My flights back to Seattle, thankfully, were smooth as silk in comparison. They were not only on time, they were both early in arriving. I made my connection in Minneapolis/St. Paul on the way back; Minnesotans know how to keep an airport functioning during winter. (One of my mistakes, obviously, was booking through Memphis on the way out on the theory that they wouldn't have winter.) On the last leg of the flight, a small Japanese man overcompensated for his comparative lack of stature by jamming his elbow into my ribs at every opportunity. It took nearly an hour for my bag to spew forth onto the carousel at Sea-Tac. These minor insults were easily overlooked, naturally, as my aggravation-meter had been forcibly re-calibrated by the outbound trip.

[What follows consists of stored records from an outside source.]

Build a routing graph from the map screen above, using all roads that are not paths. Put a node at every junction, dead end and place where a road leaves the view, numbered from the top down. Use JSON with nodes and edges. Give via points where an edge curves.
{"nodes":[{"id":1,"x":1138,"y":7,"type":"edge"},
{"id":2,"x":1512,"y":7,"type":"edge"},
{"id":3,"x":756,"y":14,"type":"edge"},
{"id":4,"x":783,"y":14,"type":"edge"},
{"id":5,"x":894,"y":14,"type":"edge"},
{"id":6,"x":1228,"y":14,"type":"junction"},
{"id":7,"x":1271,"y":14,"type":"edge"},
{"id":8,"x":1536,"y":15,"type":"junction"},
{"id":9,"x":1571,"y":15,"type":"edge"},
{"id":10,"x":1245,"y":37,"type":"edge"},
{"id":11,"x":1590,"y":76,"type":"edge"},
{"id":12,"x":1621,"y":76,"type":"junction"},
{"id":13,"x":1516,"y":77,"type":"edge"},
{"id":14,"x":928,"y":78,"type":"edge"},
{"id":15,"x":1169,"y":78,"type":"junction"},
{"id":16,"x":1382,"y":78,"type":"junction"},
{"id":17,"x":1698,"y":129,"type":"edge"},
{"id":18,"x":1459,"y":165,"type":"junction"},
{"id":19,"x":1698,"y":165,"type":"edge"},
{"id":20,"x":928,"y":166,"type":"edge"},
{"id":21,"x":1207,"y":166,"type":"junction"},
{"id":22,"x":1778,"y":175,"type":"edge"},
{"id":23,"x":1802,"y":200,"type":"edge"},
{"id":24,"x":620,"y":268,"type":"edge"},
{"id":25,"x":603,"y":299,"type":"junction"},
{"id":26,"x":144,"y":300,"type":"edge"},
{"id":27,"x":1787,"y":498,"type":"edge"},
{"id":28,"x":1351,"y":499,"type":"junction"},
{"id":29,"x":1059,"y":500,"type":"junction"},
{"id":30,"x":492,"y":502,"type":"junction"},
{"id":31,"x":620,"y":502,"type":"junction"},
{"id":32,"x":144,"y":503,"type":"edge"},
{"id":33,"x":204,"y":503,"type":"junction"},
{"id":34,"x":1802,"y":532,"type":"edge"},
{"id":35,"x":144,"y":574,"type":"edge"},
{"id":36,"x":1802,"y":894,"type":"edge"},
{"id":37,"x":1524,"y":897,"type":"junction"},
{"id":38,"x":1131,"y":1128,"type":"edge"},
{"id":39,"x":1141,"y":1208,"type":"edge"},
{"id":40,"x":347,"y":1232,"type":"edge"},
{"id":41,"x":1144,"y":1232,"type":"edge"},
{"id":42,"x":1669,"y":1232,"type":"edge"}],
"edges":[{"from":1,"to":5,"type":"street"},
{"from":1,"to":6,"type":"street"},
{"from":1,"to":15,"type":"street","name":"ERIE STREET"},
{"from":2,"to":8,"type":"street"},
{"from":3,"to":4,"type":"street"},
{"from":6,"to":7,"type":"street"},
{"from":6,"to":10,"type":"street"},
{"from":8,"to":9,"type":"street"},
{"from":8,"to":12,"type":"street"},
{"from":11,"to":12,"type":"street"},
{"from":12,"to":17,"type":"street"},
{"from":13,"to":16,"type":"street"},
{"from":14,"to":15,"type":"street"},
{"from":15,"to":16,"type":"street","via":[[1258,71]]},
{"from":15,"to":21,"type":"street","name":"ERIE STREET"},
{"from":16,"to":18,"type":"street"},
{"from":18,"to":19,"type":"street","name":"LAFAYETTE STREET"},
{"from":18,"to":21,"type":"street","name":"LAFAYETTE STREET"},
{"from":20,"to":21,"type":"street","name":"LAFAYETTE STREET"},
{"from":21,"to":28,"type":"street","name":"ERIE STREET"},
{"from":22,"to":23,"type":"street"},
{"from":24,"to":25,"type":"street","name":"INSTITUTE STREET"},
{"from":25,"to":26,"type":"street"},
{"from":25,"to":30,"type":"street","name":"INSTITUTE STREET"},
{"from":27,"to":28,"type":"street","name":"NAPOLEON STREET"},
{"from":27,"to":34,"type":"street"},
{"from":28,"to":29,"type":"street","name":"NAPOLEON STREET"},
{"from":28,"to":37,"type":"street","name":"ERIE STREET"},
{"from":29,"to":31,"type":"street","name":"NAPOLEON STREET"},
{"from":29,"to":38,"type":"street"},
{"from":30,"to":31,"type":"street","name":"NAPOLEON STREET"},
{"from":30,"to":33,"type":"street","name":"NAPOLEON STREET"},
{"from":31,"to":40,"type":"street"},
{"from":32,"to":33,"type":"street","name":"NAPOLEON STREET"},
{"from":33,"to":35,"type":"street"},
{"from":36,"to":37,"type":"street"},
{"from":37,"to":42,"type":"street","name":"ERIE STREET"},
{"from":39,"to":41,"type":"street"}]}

After fifteen years of flying just a couple of times a year, the thing that I've always been afraid would happen to me while flying has finally happened. And although it was a huge hassle, and while Northwest made it much more stressful than it should have been thanks to their genuinely passenger-hostile policies and their marginally competent employees, well, now I've been the victim of a giant airline clusterfuck, and I dealt. Now I can relax, as this probably won't happen again to me for another fifteen years -- maybe thirty, if I don't fly Northwest again. And when it does, I know I can survive it.
Since our family does not celebrate Christmas as a religious holiday per se, I am beginning a campaign to change our annual family gathering and gift-giving occasion to a different time of year. A time of year, I hope, in which half the country isn't also trying to go somewhere, and perhaps even a time in which snow will not be a factor. I don't know why I didn't think of it sooner.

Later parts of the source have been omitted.